A systematic method introduced a common lncRNA-miRNA-mRNA network in the different stages of prostate cancer

• Published in: Frontiers in Oncology Vol. 13; p. 1142275
• Main Authors: Vahabzadeh, Gelareh, Khalighfard, Solmaz, Alizadeh, Ali Mohammad, Yaghobinejad, Mahsa, Mardani, Mahta, Rastegar, Tayebeh, Barati, Mahmood, Roudbaraki, Morad, Esmati, Ebrahim, Babaei, Mohammad, Kazemian, Ali
• Format: Journal Article
• Language: English
• Published: Switzerland Frontiers Media SA 08.05.2023; Frontiers Media S.A
• Subjects: biomarkers; Gleason; Neoplasms. Tumors. Oncology. Including cancer and carcinogens; network; Oncology; prostate cancer; PSA; RC254-282; prostate cancer; Gleason; biomarkers; PSA; network
• ISSN: 2234-943X; 2234-943X
• DOI: 10.3389/fonc.2023.1142275

The present study aimed to investigate the interaction of the common lncRNA-miRNA-mRNA network involved in signaling pathways in different stages of prostate cancer (PCa) by using bioinformatics and experimental methods.

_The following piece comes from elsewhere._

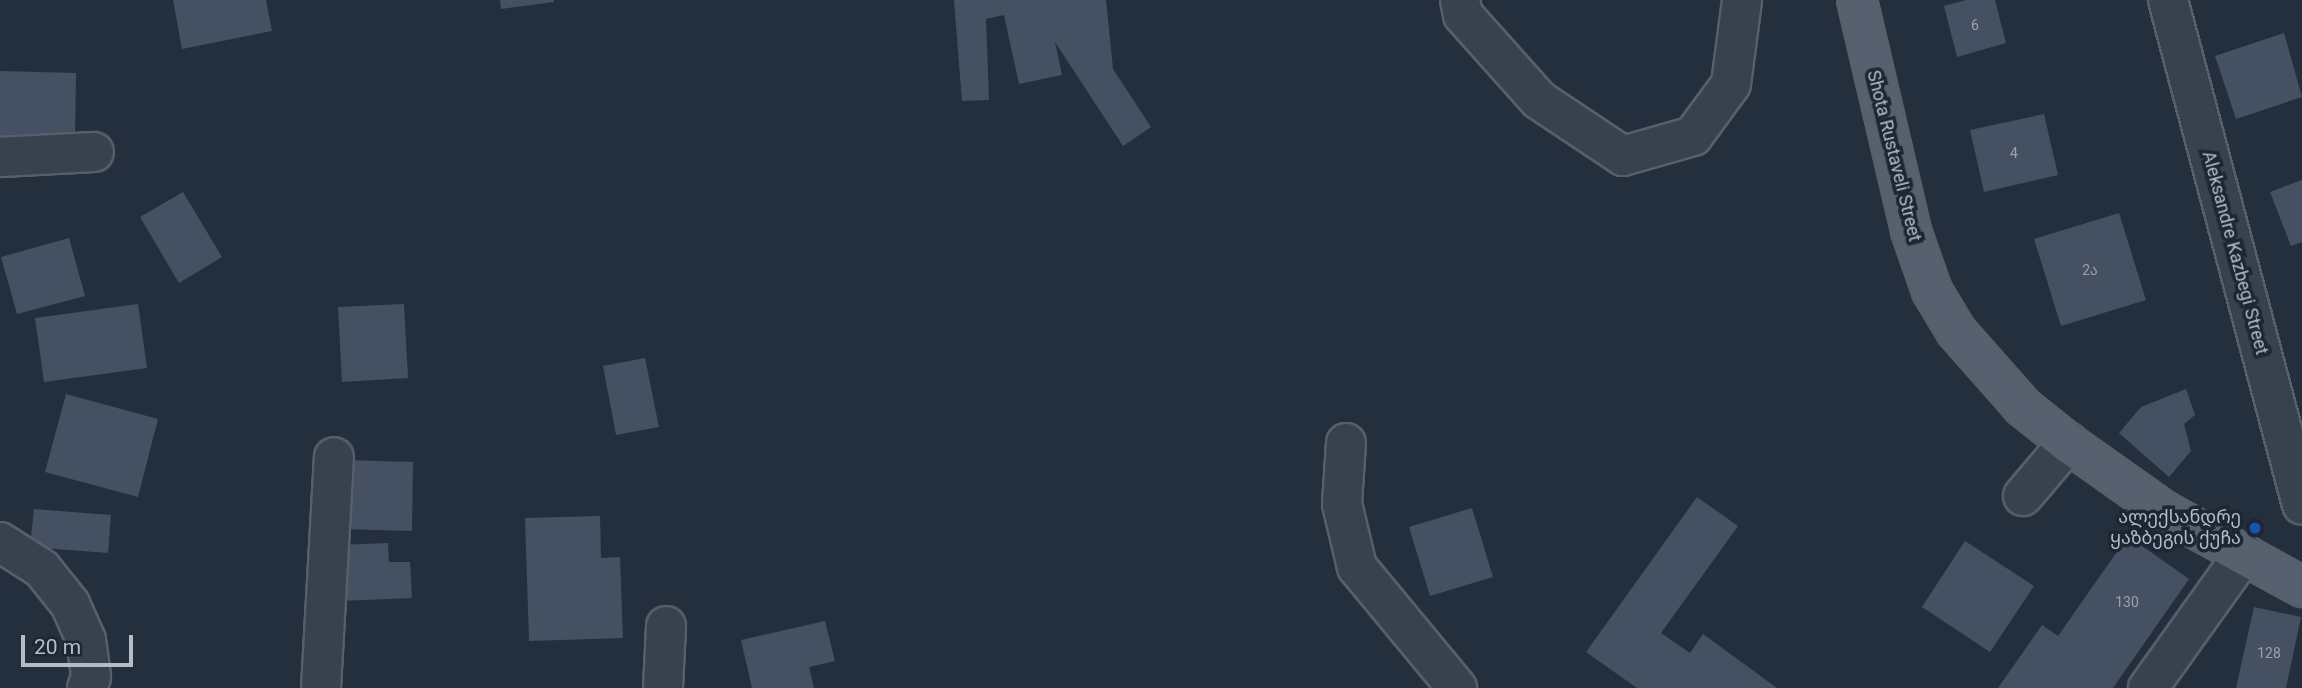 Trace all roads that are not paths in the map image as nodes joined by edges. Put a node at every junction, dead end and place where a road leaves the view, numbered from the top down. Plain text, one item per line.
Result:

Seventy subjects included sixty PCa patients in Local, Locally Advanced, Biochemical Relapse, Metastatic, and Benign stages, and ten healthy subjects were entered into the current study. The mRNAs with significant expression differences were first found using the GEO database. The candidate hub genes were then identified by analyzing Cytohubba and MCODE software. Cytoscape, GO Term, and KEGG software determined hub genes and critical pathways. The expression of candidate lncRNAs, miRNAs, and mRNAs was then assessed using Real-Time PCR and ELISA techniques. 4 lncRNAs, 5 miRNAs, and 15 common target genes were detected in PCa patients compared with the healthy group. Unlike the tumor suppressors, the expression levels of common onco-lncRNAs, oncomiRNAs, and oncogenes showed a considerable increase in patients with advanced stages; Biochemical Relapse and Metastatic, in comparison to the primary stages; Local and Locally Advanced. Additionally, their expression levels significantly increased with a higher Gleason score than a lower one. Identifying a common lncRNA-miRNA-mRNA network associated with prostate cancer may be clinically valuable as potential predictive biomarkers. They can also serve as novel therapeutic targets for PCa patients.